Ministerraad
Beëindiging categoriale bescherming voor Irak
Persbericht | 12-09-2008
De ministerraad heeft op voorstel van staatssecretaris Albayrak van
Justitie besloten tot het beëindigen van het categoriaal
beschermingbeleid voor asielzoekers uit Centraal-Irak. Uit het recente
ambtsbericht van de minister van Buitenlandse Zaken blijkt dat de
veiligheidssituatie in Irak aan het verbeteren is. Behalve het
Verenigd Koninkrijk en Denemarken voert ook Zweden geen speciaal
beleid (meer) ten aanzien van Irak. Alle asielaanvragen worden daar op
individuele merites beoordeeld, waarbij de enkele omstandigheid dat
een asielzoeker afkomstig is uit Centraal-Irak onvoldoende reden is om
een verblijfsvergunning te verlenen. Vanuit Zweden vindt gedwongen
terugkeer plaats naar Centraal-Irak.
Het beëindigen van het categoriale beschermingsbeleid betekent dat
alle asielverzoeken op individuele gronden worden beoordeeld.

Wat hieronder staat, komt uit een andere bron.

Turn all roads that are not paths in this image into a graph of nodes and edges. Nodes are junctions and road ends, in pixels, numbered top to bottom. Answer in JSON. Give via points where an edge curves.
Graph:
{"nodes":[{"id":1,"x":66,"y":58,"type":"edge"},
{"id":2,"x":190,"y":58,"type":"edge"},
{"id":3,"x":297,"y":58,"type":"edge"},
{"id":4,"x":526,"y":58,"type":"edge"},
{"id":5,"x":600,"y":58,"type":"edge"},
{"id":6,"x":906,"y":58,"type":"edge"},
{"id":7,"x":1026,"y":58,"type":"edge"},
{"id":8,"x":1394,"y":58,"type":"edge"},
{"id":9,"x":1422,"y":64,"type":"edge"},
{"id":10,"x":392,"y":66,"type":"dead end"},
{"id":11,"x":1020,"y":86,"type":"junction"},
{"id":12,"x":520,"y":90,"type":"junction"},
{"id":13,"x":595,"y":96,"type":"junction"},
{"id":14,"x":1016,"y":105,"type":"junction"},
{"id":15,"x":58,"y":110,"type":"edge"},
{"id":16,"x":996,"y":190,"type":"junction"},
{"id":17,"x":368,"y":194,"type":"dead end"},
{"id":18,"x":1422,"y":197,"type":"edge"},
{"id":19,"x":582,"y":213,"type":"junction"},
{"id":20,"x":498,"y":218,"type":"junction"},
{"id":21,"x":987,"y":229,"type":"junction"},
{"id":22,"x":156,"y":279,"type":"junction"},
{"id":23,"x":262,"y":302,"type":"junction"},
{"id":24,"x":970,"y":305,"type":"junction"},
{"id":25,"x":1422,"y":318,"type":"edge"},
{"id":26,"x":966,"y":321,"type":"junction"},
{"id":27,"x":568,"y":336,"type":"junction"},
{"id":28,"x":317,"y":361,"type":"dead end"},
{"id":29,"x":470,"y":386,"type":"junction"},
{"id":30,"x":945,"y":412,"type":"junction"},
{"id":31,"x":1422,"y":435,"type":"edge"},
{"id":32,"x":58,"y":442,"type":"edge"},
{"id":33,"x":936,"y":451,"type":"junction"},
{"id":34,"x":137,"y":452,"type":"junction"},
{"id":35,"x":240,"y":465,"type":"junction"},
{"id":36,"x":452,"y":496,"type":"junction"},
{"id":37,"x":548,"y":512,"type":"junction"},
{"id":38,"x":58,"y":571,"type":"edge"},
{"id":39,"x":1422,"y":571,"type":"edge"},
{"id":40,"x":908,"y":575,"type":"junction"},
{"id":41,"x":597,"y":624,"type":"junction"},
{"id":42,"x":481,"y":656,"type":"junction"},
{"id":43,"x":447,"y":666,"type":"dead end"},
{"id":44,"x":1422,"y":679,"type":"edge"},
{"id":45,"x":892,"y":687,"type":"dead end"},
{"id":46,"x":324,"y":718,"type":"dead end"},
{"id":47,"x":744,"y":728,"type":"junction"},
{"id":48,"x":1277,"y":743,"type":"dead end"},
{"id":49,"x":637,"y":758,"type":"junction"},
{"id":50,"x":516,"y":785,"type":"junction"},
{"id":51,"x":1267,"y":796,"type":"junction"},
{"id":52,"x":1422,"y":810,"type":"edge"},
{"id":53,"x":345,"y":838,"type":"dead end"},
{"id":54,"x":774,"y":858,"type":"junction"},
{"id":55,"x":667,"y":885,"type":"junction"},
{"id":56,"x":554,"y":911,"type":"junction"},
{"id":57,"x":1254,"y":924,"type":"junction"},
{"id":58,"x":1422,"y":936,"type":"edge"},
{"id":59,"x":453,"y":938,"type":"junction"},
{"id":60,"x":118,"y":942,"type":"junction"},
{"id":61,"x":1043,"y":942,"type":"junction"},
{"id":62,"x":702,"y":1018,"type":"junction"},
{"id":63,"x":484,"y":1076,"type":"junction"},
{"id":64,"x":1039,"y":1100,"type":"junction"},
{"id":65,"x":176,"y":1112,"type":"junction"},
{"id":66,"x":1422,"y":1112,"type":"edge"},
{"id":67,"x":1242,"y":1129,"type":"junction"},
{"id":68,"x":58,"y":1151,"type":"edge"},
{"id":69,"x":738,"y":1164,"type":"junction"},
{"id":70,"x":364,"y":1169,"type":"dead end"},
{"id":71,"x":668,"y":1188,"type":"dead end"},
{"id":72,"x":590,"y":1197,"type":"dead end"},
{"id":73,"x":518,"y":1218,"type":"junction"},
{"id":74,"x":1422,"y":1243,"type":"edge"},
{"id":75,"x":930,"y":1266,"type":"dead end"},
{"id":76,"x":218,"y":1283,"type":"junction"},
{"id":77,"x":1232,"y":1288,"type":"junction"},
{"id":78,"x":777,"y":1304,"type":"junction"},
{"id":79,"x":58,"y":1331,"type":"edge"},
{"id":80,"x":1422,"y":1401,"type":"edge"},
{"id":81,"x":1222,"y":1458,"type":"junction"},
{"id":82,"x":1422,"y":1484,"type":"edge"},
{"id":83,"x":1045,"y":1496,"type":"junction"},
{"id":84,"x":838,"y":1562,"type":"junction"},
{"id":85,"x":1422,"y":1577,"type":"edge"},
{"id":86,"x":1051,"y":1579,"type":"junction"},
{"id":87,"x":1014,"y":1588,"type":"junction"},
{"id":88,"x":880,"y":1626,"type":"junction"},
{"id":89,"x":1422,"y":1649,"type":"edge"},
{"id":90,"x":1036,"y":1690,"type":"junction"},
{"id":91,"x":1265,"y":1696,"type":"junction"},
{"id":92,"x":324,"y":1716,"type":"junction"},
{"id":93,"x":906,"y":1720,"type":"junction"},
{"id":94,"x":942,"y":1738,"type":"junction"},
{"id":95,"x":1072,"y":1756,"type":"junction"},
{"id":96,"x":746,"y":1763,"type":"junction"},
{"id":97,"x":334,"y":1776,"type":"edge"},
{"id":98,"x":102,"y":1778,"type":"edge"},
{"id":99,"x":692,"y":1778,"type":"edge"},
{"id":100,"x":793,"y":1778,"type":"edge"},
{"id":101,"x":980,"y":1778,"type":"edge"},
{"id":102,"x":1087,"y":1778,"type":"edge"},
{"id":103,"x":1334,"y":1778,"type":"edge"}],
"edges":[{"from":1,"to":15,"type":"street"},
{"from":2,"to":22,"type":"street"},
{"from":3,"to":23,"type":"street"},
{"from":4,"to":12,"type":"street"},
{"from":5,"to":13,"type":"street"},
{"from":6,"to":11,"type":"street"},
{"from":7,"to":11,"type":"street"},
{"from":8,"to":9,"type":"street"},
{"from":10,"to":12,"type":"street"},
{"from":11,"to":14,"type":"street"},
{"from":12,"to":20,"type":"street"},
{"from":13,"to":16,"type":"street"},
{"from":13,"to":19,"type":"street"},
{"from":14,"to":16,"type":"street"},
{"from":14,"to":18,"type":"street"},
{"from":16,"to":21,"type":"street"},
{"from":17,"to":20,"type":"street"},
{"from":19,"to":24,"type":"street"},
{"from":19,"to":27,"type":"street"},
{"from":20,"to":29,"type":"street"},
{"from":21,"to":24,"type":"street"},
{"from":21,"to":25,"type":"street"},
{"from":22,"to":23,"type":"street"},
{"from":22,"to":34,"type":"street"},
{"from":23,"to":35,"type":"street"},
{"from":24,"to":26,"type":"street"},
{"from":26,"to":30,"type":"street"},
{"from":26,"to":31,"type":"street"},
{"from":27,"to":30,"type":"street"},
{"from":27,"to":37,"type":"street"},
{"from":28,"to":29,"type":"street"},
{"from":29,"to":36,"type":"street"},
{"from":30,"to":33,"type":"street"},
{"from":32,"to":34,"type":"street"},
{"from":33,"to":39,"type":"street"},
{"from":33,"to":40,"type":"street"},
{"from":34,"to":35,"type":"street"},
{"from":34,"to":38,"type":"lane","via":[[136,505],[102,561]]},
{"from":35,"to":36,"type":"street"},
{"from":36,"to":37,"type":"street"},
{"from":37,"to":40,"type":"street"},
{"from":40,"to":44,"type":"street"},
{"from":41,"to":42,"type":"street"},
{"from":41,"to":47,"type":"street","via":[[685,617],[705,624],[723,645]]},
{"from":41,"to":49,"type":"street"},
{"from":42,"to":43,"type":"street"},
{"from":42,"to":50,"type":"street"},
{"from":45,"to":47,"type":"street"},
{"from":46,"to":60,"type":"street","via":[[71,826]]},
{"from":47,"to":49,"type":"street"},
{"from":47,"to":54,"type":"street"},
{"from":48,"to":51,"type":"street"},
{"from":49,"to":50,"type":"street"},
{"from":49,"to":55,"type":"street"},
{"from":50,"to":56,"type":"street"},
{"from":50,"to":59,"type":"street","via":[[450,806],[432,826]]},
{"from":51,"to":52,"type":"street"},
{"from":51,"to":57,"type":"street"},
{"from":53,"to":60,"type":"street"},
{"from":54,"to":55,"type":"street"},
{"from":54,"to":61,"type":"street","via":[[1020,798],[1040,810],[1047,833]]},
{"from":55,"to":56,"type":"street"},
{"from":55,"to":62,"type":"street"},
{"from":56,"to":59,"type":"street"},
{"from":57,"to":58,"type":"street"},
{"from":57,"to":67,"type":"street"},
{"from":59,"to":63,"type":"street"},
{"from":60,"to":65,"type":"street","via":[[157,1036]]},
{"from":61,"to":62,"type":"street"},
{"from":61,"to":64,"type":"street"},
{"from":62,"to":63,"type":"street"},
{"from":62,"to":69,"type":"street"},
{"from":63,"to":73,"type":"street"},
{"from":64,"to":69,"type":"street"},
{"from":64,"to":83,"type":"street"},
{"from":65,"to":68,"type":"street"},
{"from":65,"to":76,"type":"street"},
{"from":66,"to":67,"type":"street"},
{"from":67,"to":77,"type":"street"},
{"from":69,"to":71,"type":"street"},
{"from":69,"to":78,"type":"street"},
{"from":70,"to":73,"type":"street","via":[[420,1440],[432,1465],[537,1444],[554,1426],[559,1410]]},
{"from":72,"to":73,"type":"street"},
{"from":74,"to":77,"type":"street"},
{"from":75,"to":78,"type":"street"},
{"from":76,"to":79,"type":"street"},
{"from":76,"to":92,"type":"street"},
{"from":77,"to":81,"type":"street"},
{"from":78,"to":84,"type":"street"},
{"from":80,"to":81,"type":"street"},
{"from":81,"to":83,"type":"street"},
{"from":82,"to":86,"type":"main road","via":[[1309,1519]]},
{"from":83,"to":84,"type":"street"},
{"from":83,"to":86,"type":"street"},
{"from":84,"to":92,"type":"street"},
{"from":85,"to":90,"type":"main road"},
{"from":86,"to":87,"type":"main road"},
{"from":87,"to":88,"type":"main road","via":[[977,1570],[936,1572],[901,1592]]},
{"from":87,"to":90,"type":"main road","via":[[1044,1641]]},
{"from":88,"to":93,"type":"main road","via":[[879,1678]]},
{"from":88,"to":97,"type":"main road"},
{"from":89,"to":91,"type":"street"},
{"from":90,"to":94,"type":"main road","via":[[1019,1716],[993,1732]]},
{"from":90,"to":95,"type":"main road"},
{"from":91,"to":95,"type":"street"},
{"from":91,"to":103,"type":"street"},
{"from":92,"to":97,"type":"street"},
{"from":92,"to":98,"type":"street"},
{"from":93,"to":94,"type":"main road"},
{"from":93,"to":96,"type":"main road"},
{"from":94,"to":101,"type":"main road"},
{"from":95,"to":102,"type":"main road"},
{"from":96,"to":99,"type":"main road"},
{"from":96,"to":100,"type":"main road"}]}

Bijzondere aandacht zal er zijn voor Iraakse christenen, mandeeërs,
yezidi's en Palestijnen als zogenoemde 'kwetsbare minderheidsgroepen'.
Ook bij de beoordeling van de asielverzoeken van Iraakse homoseksuelen
zal er bijzondere aandacht zijn voor hun specifieke veiligheids- en
mensenrechtensituatie in Irak.
Het beëindigen van categoriale bescherming houdt ook in dat alle zaken
waarbij de asielzoeker in het bezit is gesteld van een
verblijfsvergunning voor bepaalde tijd worden heroverwogen. Dit houdt
in dat eerst een voornemen wordt uitgebracht tot intrekking van de
vergunning. De vreemdeling wordt daarop in staat gesteld een
zienswijze naar voren te brengen. Naar aanleiding daarvan wordt
betrokkene nader gehoord alvorens een beslissing wordt genomen. Tegen
een beslissing tot intrekking staan beroep en hoger beroep open, zodat
met de procedure geruime tijd zal zijn gemoeid. De beslissing op het
beroep mag in Nederland worden afgewacht.
Staatssecretaris Albayrak heeft op de asielconferentie van 8 en 9
september jl. in Parijs voorstellen gedaan om te komen tot een
coherente aanpak binnen de Europese Unie. Zij denkt aan voorwaarden
voor succesvolle reïntegratie van terugkerende Irakezen, zowel vanuit
de regio als vanuit de Europese Unie. Enige voortvarendheid is daarbij
geboden aangezien terugkeer vanuit de regio, onder meer met hulp van
UNHCR, al plaatsvindt en door de Iraakse autoriteiten wordt
gestimuleerd.
Het in Europees verband hervestigen van kwetsbare groepen kan voorts
de opnamecapaciteit van zowel de buurlanden als Irak ontlasten. De
Europese Commissie ziet mogelijkheden voor financiering van de
voorstellen vanuit het Europees Vluchtelingenfonds en het Europees
Terugkeerfonds. Op de volgende JBZ-raad van 25 september a.s. zullen
de besprekingen hierover worden voortgezet.